» **EXERCISE DETAILS**:
Return every entry below exactly as written, minus the pictures.

*** EXERCISE INPUT ***

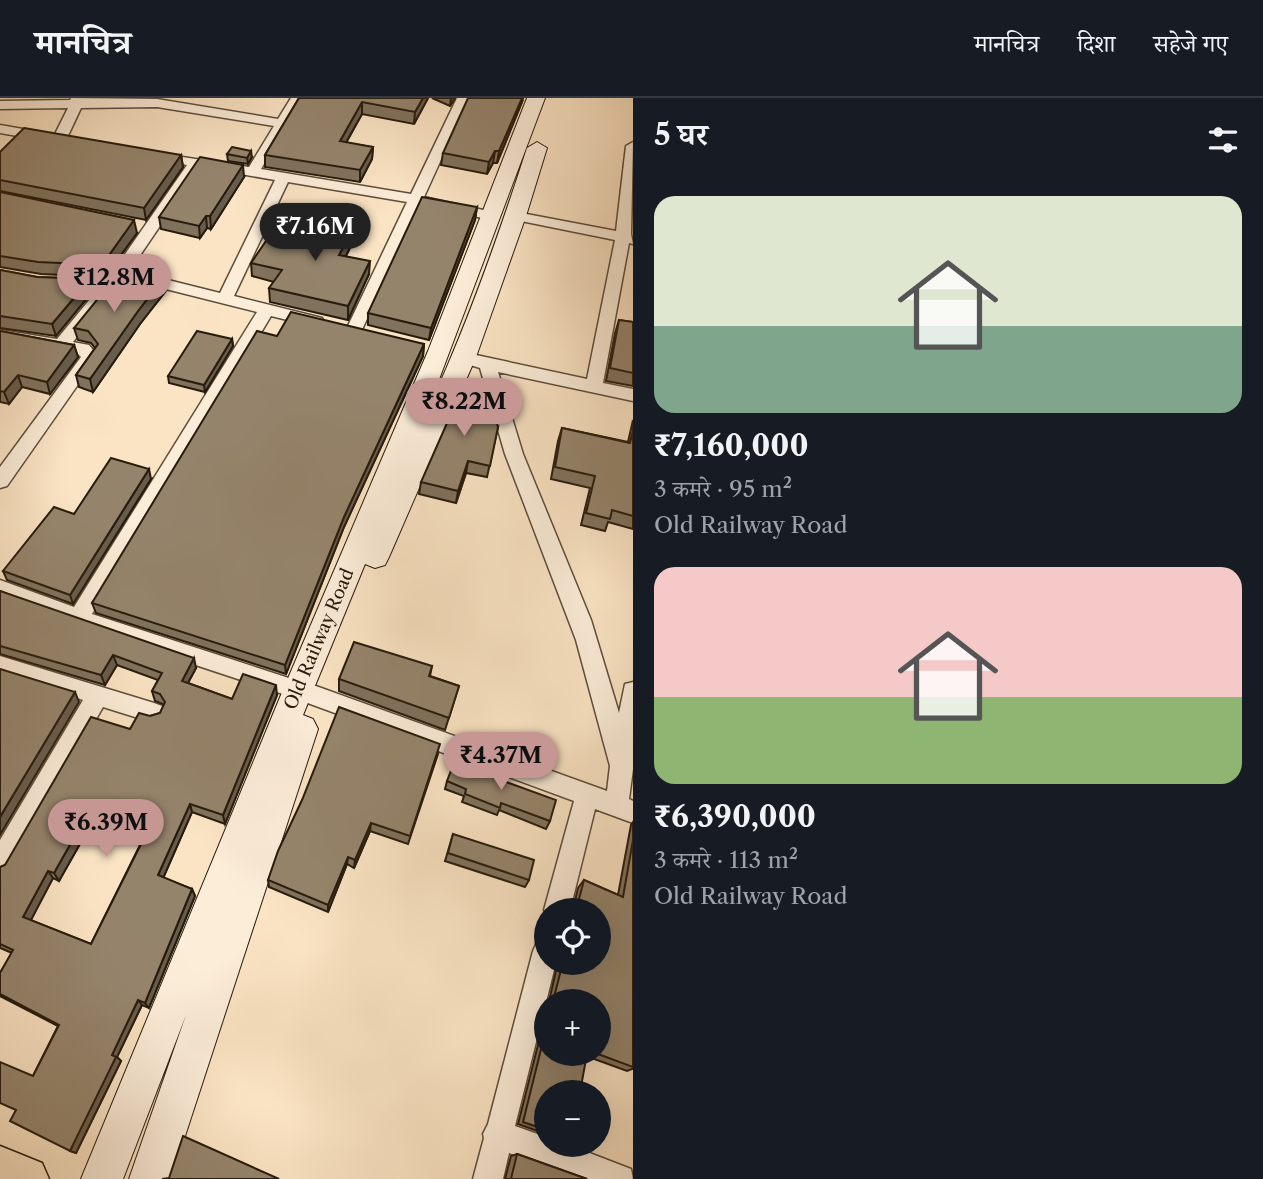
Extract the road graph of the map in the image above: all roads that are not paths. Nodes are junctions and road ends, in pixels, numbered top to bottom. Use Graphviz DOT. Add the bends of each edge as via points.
graph roads {
  1 [pos="297,98"];
  2 [pos="463,98"];
  3 [pos="536,98"];
  4 [pos="553,98"];
  5 [pos="77,101"];
  6 [pos="157,101"];
  7 [pos="0,104"];
  8 [pos="281,123"];
  9 [pos="0,130"];
  10 [pos="633,146"];
  11 [pos="141,153"];
  12 [pos="196,162"];
  13 [pos="252,173"];
  14 [pos="283,178"];
  15 [pos="414,199"];
  16 [pos="504,216"];
  17 [pos="628,238"];
  18 [pos="108,280"];
  19 [pos="225,299"];
  20 [pos="268,309"];
  21 [pos="1,337"];
  22 [pos="61,345"];
  23 [pos="455,355"];
  24 [pos="594,385"];
  25 [pos="633,395"];
  26 [pos="0,481"];
  27 [pos="0,588"];
  28 [pos="79,618"];
  29 [pos="0,665"];
  30 [pos="633,691"];
  31 [pos="305,692"];
  32 [pos="97,696"];
  33 [pos="154,713"];
  34 [pos="621,764"];
  35 [pos="587,795"];
  36 [pos="624,809"];
  37 [pos="0,863"];
  38 [pos="560,898"];
  39 [pos="540,975"];
  40 [pos="497,1134"];
  41 [pos="0,1170"];
  42 [pos="26,1179"];
  43 [pos="102,1179"];
  44 [pos="150,1179"];
  45 [pos="488,1179"];
  46 [pos="621,1179"];
  1 -- 8 [label="street"];
  2 -- 15 [label="street"];
  3 -- 16 [label="main road, Old Railway Road"];
  4 -- 16 [label="main road, Old Railway Road"];
  5 -- 6 [label="street"];
  5 -- 7 [label="street"];
  5 -- 9 [label="street" via="66,141"];
  6 -- 8 [label="street"];
  8 -- 13 [label="street"];
  10 -- 17 [label="street"];
  11 -- 12 [label="street"];
  12 -- 13 [label="street"];
  12 -- 18 [label="street" via="143,226"];
  13 -- 14 [label="street"];
  14 -- 15 [label="street"];
  14 -- 19 [label="street"];
  15 -- 16 [label="street"];
  15 -- 20 [label="street" via="347,330"];
  16 -- 17 [label="street"];
  16 -- 23 [label="main road, Old Railway Road"];
  17 -- 24 [label="street"];
  18 -- 19 [label="street"];
  18 -- 22 [label="street"];
  19 -- 20 [label="street"];
  20 -- 28 [label="street"];
  21 -- 22 [label="street"];
  22 -- 26 [label="street" via="83,349 90,356"];
  23 -- 24 [label="street"];
  23 -- 31 [label="main road, Old Railway Road"];
  23 -- 34 [label="street" via="497,408 578,613"];
  24 -- 25 [label="street"];
  27 -- 28 [label="street"];
  28 -- 31 [label="street"];
  29 -- 32 [label="street"];
  30 -- 34 [label="street"];
  31 -- 35 [label="street"];
  31 -- 43 [label="main road, Old Railway Road"];
  31 -- 44 [label="main road, Old Railway Road"];
  32 -- 33 [label="street"];
  32 -- 37 [label="street"];
  34 -- 36 [label="street"];
  35 -- 36 [label="street"];
  35 -- 38 [label="street"];
  39 -- 40 [label="street"];
  40 -- 45 [label="street"];
  40 -- 46 [label="street"];
  41 -- 42 [label="main road"];
}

***

» **RESPONSE**:
Extract the road graph of the map in the image above: all roads that are not paths. Nodes are junctions and road ends, in pixels, numbered top to bottom. Use Graphviz DOT. Add the bends of each edge as via points.
graph roads {
  1 [pos="297,98"];
  2 [pos="463,98"];
  3 [pos="536,98"];
  4 [pos="553,98"];
  5 [pos="77,101"];
  6 [pos="157,101"];
  7 [pos="0,104"];
  8 [pos="281,123"];
  9 [pos="0,130"];
  10 [pos="633,146"];
  11 [pos="141,153"];
  12 [pos="196,162"];
  13 [pos="252,173"];
  14 [pos="283,178"];
  15 [pos="414,199"];
  16 [pos="504,216"];
  17 [pos="628,238"];
  18 [pos="108,280"];
  19 [pos="225,299"];
  20 [pos="268,309"];
  21 [pos="1,337"];
  22 [pos="61,345"];
  23 [pos="455,355"];
  24 [pos="594,385"];
  25 [pos="633,395"];
  26 [pos="0,481"];
  27 [pos="0,588"];
  28 [pos="79,618"];
  29 [pos="0,665"];
  30 [pos="633,691"];
  31 [pos="305,692"];
  32 [pos="97,696"];
  33 [pos="154,713"];
  34 [pos="621,764"];
  35 [pos="587,795"];
  36 [pos="624,809"];
  37 [pos="0,863"];
  38 [pos="560,898"];
  39 [pos="540,975"];
  40 [pos="497,1134"];
  41 [pos="0,1170"];
  42 [pos="26,1179"];
  43 [pos="102,1179"];
  44 [pos="150,1179"];
  45 [pos="488,1179"];
  46 [pos="621,1179"];
  1 -- 8 [label="street"];
  2 -- 15 [label="street"];
  3 -- 16 [label="main road, Old Railway Road"];
  4 -- 16 [label="main road, Old Railway Road"];
  5 -- 6 [label="street"];
  5 -- 7 [label="street"];
  5 -- 9 [label="street" via="66,141"];
  6 -- 8 [label="street"];
  8 -- 13 [label="street"];
  10 -- 17 [label="street"];
  11 -- 12 [label="street"];
  12 -- 13 [label="street"];
  12 -- 18 [label="street" via="143,226"];
  13 -- 14 [label="street"];
  14 -- 15 [label="street"];
  14 -- 19 [label="street"];
  15 -- 16 [label="street"];
  15 -- 20 [label="street" via="347,330"];
  16 -- 17 [label="street"];
  16 -- 23 [label="main road, Old Railway Road"];
  17 -- 24 [label="street"];
  18 -- 19 [label="street"];
  18 -- 22 [label="street"];
  19 -- 20 [label="street"];
  20 -- 28 [label="street"];
  21 -- 22 [label="street"];
  22 -- 26 [label="street" via="83,349 90,356"];
  23 -- 24 [label="street"];
  23 -- 31 [label="main road, Old Railway Road"];
  23 -- 34 [label="street" via="497,408 578,613"];
  24 -- 25 [label="street"];
  27 -- 28 [label="street"];
  28 -- 31 [label="street"];
  29 -- 32 [label="street"];
  30 -- 34 [label="street"];
  31 -- 35 [label="street"];
  31 -- 43 [label="main road, Old Railway Road"];
  31 -- 44 [label="main road, Old Railway Road"];
  32 -- 33 [label="street"];
  32 -- 37 [label="street"];
  34 -- 36 [label="street"];
  35 -- 36 [label="street"];
  35 -- 38 [label="street"];
  39 -- 40 [label="street"];
  40 -- 45 [label="street"];
  40 -- 46 [label="street"];
  41 -- 42 [label="main road"];
}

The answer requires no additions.